━━ Data shown

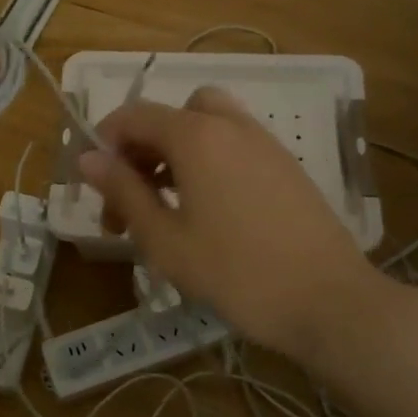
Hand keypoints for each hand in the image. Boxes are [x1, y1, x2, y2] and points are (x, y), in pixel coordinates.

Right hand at [79, 86, 405, 366]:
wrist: (330, 301)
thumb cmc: (236, 273)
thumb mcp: (165, 239)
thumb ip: (123, 191)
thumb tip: (87, 158)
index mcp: (196, 136)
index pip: (134, 116)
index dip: (103, 143)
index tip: (93, 185)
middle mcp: (230, 125)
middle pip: (171, 115)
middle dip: (141, 149)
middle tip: (129, 199)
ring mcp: (264, 143)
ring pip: (204, 127)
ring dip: (174, 153)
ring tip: (165, 206)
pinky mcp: (285, 165)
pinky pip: (232, 145)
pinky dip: (207, 161)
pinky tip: (207, 212)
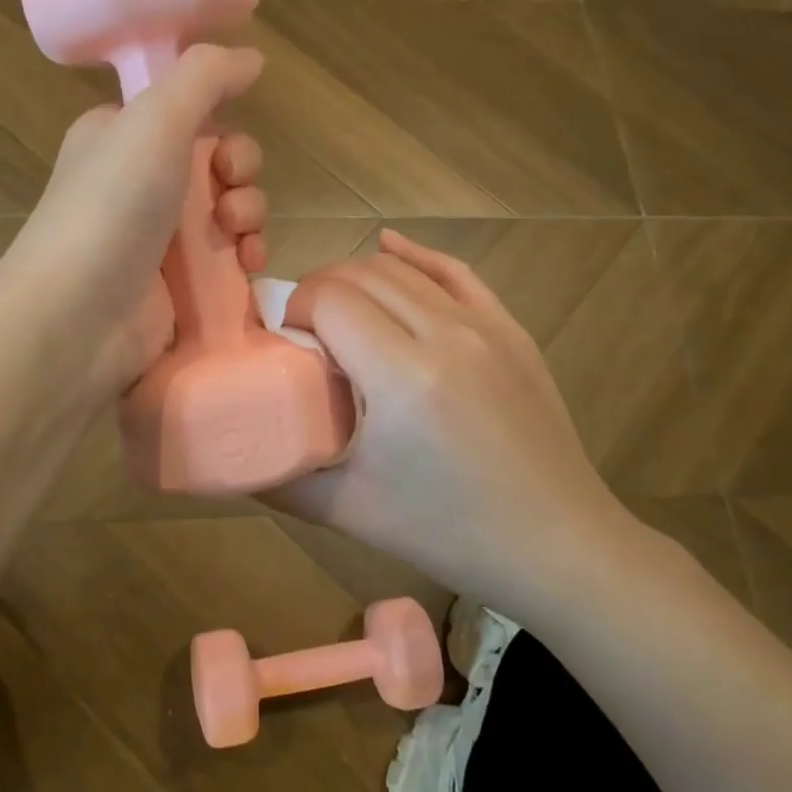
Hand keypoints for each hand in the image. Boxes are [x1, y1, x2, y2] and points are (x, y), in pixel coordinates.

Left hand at [0, 44, 270, 393]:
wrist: (76, 317)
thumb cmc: (112, 207)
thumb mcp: (155, 119)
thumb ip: (206, 76)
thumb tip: (252, 57)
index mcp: (121, 136)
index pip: (186, 112)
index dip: (219, 121)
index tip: (222, 141)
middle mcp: (138, 182)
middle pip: (217, 161)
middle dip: (240, 172)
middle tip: (229, 189)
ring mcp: (157, 237)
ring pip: (229, 210)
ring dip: (249, 214)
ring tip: (236, 235)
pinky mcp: (177, 285)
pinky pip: (228, 258)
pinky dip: (246, 256)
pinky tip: (248, 265)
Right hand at [269, 229, 636, 603]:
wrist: (557, 544)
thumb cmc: (449, 533)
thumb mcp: (349, 512)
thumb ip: (281, 478)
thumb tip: (235, 456)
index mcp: (402, 377)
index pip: (330, 300)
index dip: (294, 307)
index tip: (282, 336)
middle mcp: (445, 334)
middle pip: (362, 275)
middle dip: (319, 289)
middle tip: (300, 326)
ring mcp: (486, 326)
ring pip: (404, 270)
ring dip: (359, 276)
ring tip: (336, 307)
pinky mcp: (511, 330)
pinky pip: (456, 272)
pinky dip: (416, 256)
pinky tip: (390, 246)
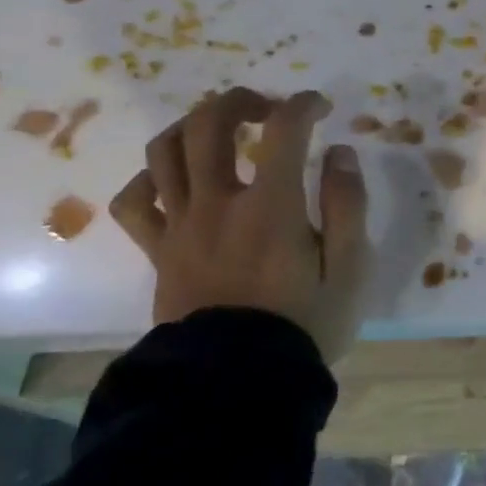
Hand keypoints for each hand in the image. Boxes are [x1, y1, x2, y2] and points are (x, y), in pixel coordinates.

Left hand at [109, 87, 371, 364]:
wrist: (236, 385)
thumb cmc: (304, 324)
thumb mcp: (350, 268)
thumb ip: (348, 204)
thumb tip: (338, 153)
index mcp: (271, 206)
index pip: (284, 129)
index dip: (304, 105)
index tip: (321, 107)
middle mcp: (218, 204)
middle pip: (210, 124)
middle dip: (240, 100)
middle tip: (267, 107)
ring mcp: (180, 227)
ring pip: (164, 152)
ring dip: (193, 126)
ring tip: (220, 130)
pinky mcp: (158, 252)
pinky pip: (135, 202)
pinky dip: (151, 177)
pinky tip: (175, 178)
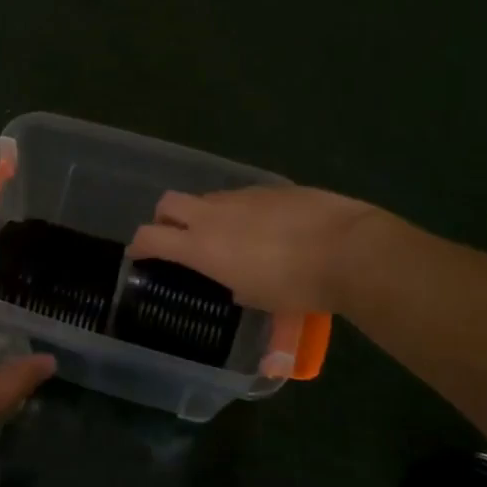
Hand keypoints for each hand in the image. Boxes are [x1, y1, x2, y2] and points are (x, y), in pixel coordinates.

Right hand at [129, 185, 381, 314]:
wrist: (347, 249)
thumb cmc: (296, 285)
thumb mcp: (256, 297)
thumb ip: (231, 283)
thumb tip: (232, 279)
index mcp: (201, 246)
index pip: (150, 237)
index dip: (139, 246)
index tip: (139, 255)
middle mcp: (213, 215)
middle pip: (168, 203)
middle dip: (164, 219)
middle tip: (177, 239)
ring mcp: (242, 196)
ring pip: (207, 199)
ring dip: (206, 216)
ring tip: (229, 238)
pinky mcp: (270, 188)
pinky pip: (242, 198)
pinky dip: (241, 212)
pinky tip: (266, 229)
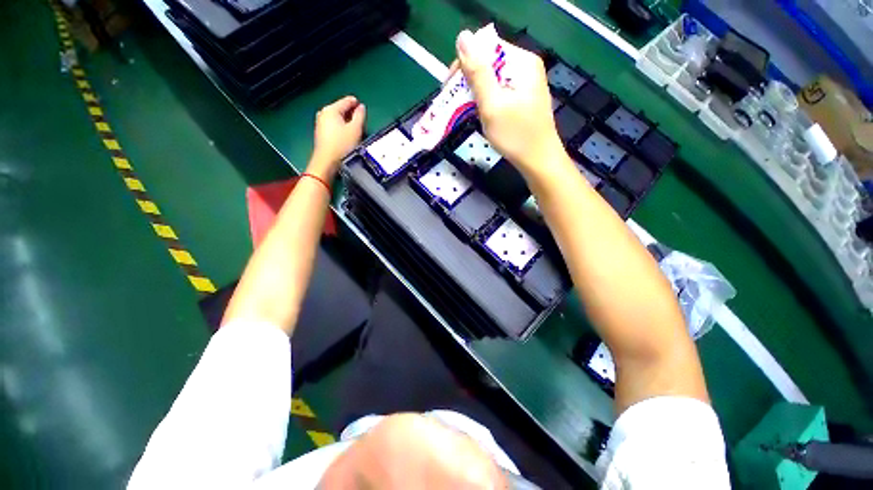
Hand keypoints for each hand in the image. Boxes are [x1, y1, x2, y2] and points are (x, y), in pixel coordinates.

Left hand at [309, 96, 366, 179]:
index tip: (364, 108)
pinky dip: (341, 127)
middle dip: (351, 113)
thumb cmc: (342, 145)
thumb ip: (360, 116)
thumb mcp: (355, 129)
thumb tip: (361, 107)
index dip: (357, 103)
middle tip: (361, 120)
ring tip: (355, 129)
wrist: (327, 162)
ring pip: (337, 118)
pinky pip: (334, 125)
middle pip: (341, 108)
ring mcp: (320, 123)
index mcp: (331, 109)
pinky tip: (347, 135)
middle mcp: (323, 113)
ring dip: (347, 121)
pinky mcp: (321, 133)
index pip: (347, 101)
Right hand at [455, 30, 568, 182]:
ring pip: (492, 81)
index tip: (449, 88)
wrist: (538, 162)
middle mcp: (525, 68)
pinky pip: (499, 93)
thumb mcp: (492, 104)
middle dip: (468, 82)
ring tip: (463, 111)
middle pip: (489, 64)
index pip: (486, 49)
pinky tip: (479, 114)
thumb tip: (463, 37)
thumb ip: (477, 73)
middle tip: (453, 103)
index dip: (464, 65)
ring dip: (475, 94)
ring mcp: (525, 84)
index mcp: (522, 62)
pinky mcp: (523, 99)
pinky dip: (486, 102)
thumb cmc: (516, 136)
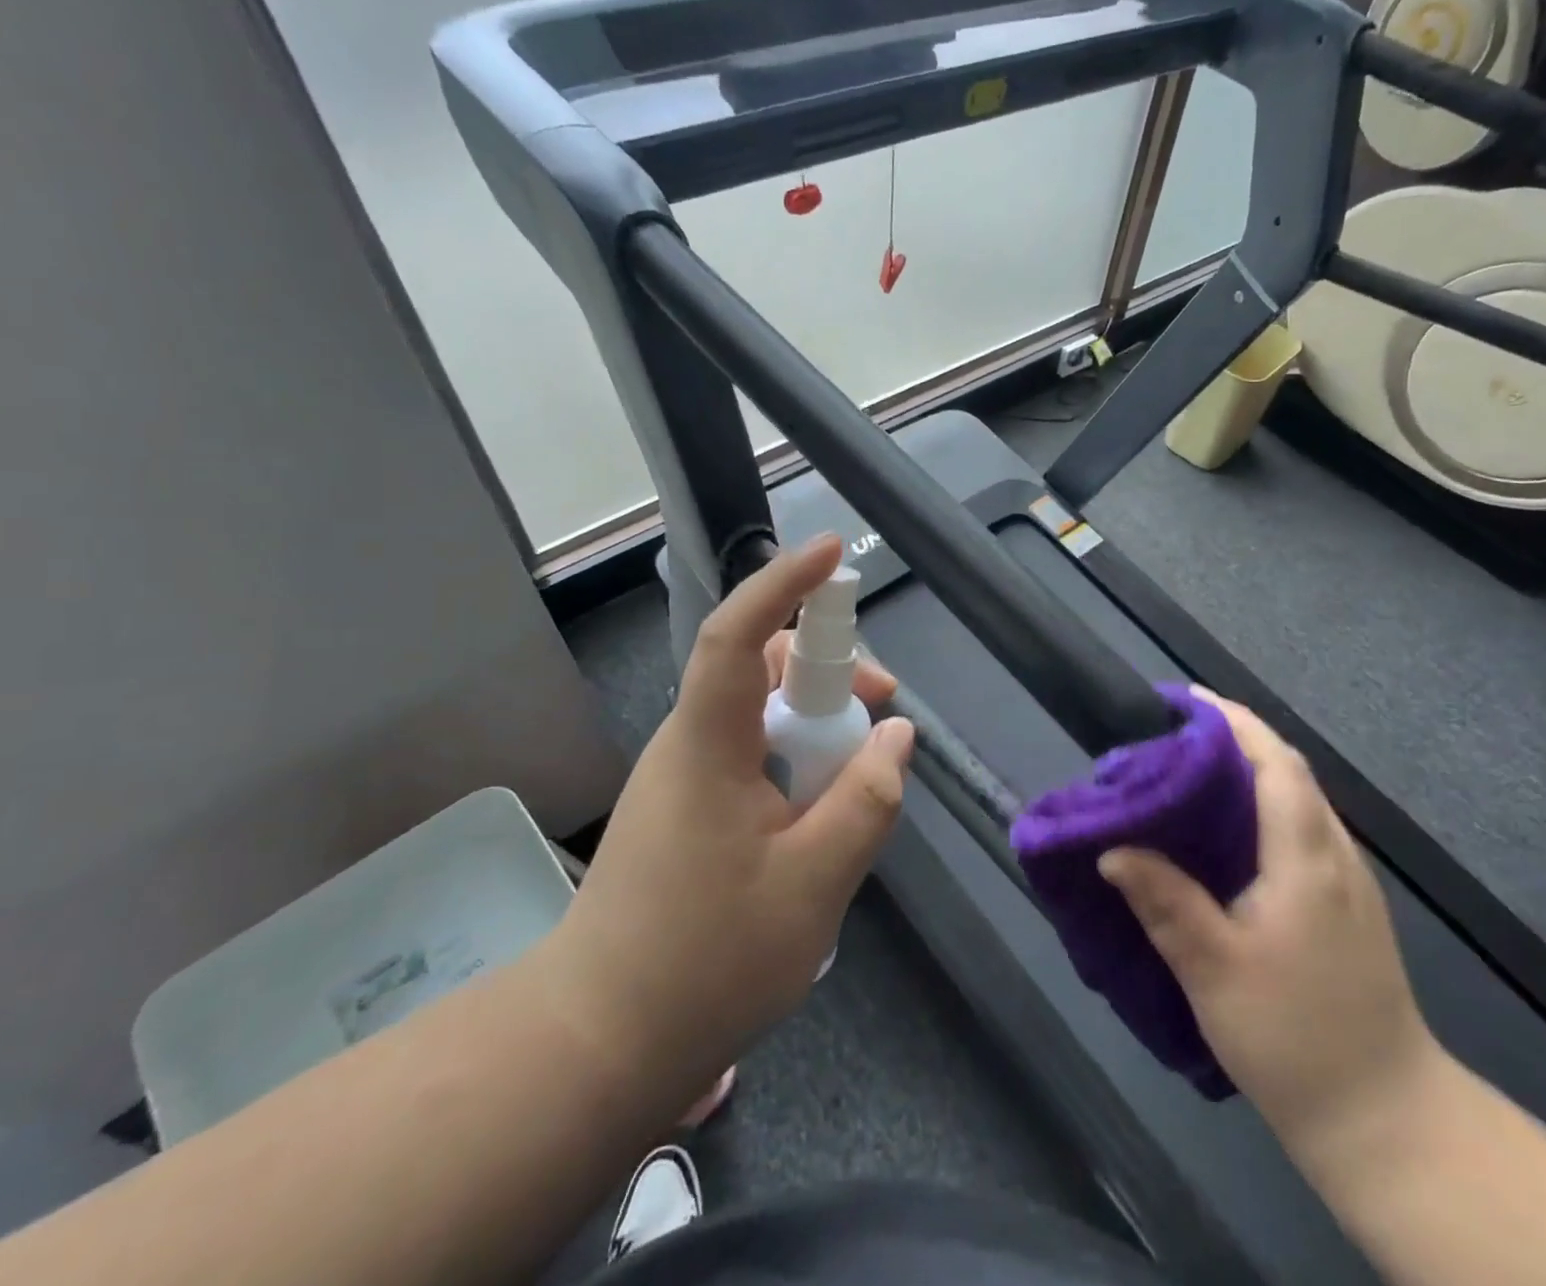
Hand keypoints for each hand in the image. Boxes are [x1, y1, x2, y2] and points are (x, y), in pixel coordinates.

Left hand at [545, 535, 913, 1115]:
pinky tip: (823, 808)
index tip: (830, 553)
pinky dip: (797, 757)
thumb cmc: (706, 961)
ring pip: (760, 712)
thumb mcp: (814, 882)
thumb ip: (866, 801)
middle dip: (828, 668)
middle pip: (760, 667)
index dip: (784, 584)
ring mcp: (684, 774)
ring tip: (863, 767)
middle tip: (884, 707)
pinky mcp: (688, 805)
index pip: (738, 635)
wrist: (599, 1041)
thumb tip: (897, 737)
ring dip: (817, 720)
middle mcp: (689, 742)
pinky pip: (752, 752)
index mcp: (708, 744)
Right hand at [1099, 689, 1442, 1166]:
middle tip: (1170, 736)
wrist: (1388, 1121)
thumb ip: (1164, 901)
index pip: (1275, 761)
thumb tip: (1111, 849)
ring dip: (1248, 769)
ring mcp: (1348, 880)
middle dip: (1233, 737)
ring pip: (1298, 798)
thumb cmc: (1295, 1037)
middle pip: (1288, 770)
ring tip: (1188, 772)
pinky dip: (1262, 804)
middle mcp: (1335, 854)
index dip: (1232, 720)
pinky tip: (1226, 832)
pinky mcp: (1347, 905)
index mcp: (1306, 858)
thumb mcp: (1213, 969)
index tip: (1183, 699)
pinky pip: (1301, 827)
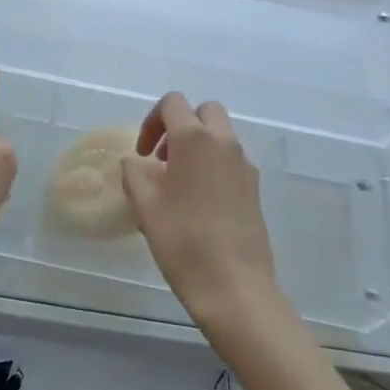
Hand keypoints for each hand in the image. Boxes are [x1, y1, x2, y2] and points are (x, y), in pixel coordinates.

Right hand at [122, 93, 286, 335]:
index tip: (142, 153)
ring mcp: (244, 165)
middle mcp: (224, 142)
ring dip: (198, 145)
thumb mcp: (145, 205)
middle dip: (181, 125)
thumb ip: (134, 172)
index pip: (173, 103)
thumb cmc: (183, 240)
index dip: (152, 121)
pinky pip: (231, 161)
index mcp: (194, 138)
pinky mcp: (255, 189)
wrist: (234, 286)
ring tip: (178, 183)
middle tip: (163, 158)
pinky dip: (213, 165)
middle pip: (204, 111)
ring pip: (220, 136)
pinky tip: (198, 203)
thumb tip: (135, 161)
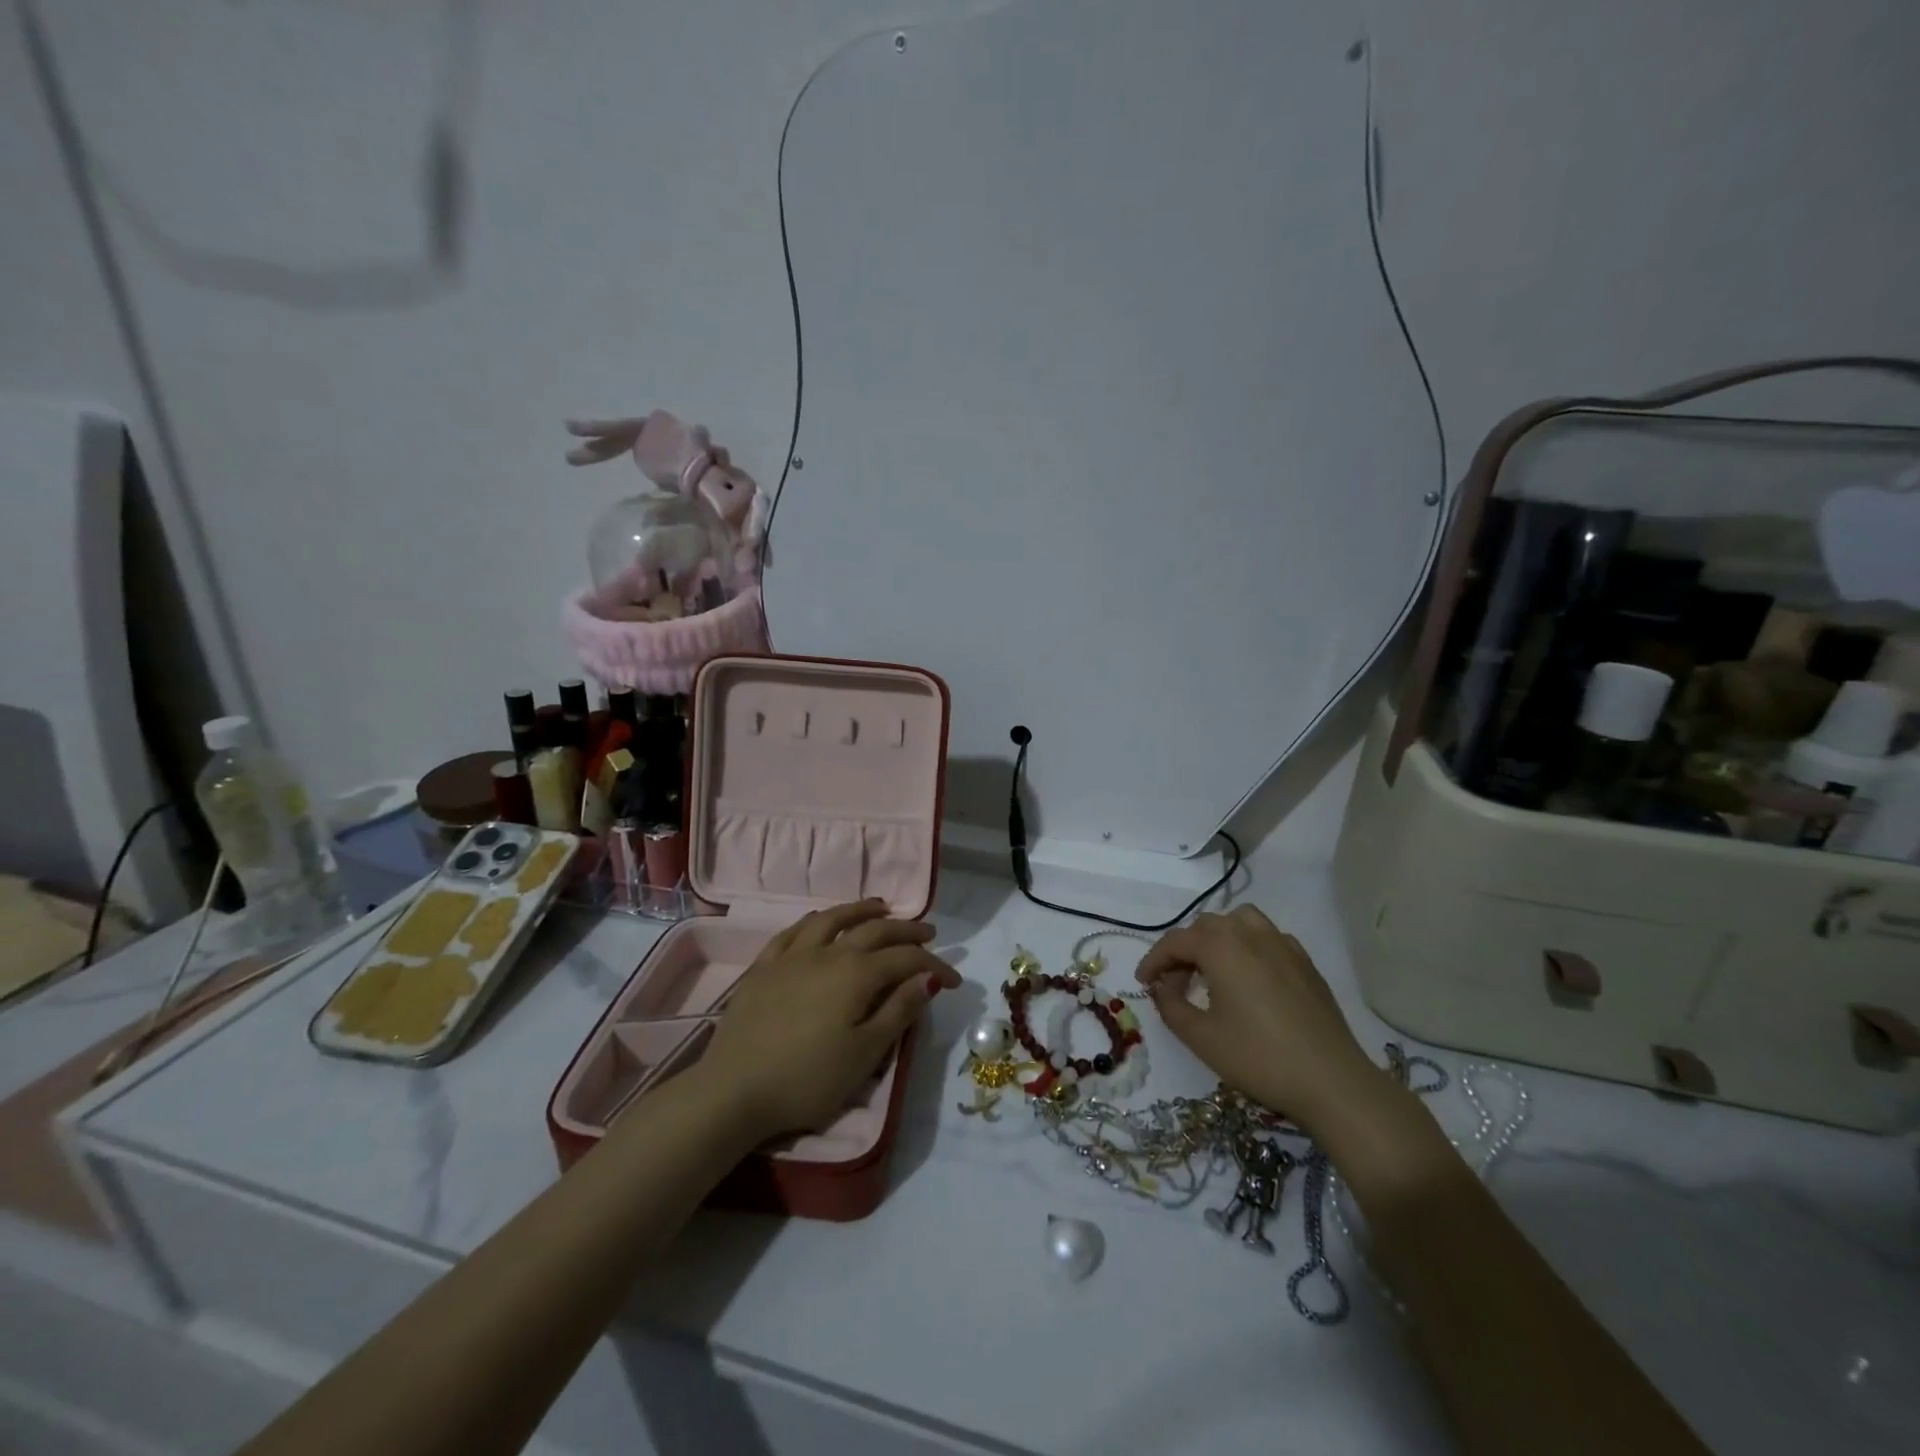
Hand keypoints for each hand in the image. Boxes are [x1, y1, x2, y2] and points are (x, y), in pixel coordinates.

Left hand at [698, 900, 959, 1138]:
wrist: (734, 1090)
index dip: (934, 965)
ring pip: (832, 919)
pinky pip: (794, 932)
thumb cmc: (807, 1078)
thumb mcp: (865, 1053)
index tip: (954, 980)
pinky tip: (821, 921)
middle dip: (906, 930)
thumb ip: (899, 1011)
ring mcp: (792, 956)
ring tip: (880, 907)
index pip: (905, 959)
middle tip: (928, 933)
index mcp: (856, 974)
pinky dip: (816, 921)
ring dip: (861, 910)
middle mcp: (827, 953)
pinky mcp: (764, 967)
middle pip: (874, 930)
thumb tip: (928, 978)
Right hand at [1136, 906, 1386, 1134]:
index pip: (1175, 941)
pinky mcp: (1305, 962)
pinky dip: (1249, 947)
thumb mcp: (1201, 1037)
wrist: (1332, 1081)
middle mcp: (1250, 933)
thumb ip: (1170, 1006)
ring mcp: (1283, 944)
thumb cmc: (1259, 1057)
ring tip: (1212, 971)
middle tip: (1175, 987)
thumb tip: (1161, 987)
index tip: (1143, 984)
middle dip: (1184, 952)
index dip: (1153, 961)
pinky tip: (1250, 978)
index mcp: (1221, 946)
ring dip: (1218, 939)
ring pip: (1239, 922)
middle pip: (1205, 928)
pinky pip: (1267, 938)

━━━━

## Task to carry out
Using the material above, reproduce only the lines that run from the line with "ring pip: (492, 81)" up to and including the line with "index pip: (1275, 761)", exactly, with the pictures dropped.

## The answer
ring pip: (492, 81)
index tip: (449, 88)
wrist: (538, 162)
middle mcp: (525, 68)
pinky pip: (499, 93)
thumb mcp: (492, 104)
middle dip: (468, 82)
ring tip: (463, 111)
middle pip: (489, 64)
index pip: (486, 49)
pinky tip: (479, 114)
thumb tip: (463, 37)
thumb ip: (477, 73)
middle tip: (453, 103)
index dip: (464, 65)
ring dip: (475, 94)
ring mcp: (525, 84)
index mcp: (522, 62)
pinky mcp: (523, 99)
pinky dip: (486, 102)
thumb cmc: (516, 136)
Hand keypoints for each hand in the image. Boxes are [x1, y1, x2, y2] and points are (x, y), in pixel coordinates.

Left hand at [545, 535, 913, 1115]:
pinky tip: (823, 808)
index tip: (830, 553)
pinky dip: (797, 757)
thumb cmc: (706, 961)
ring pip: (760, 712)
thumb mcp: (814, 882)
thumb ip: (866, 801)
middle dip: (828, 668)
middle pip: (760, 667)
index dip: (784, 584)
ring mcp: (684, 774)
ring tip: (863, 767)
middle tip: (884, 707)
pinky mcp: (688, 805)
index pip: (738, 635)
wrist: (599, 1041)
thumb tip: (897, 737)
ring dip: (817, 720)
middle mcp: (689, 742)
pinky pip: (752, 752)
index mcp: (708, 744)
Right hand at [1099, 689, 1442, 1166]:
middle tip: (1170, 736)
wrist: (1388, 1121)
thumb ip: (1164, 901)
index pip: (1275, 761)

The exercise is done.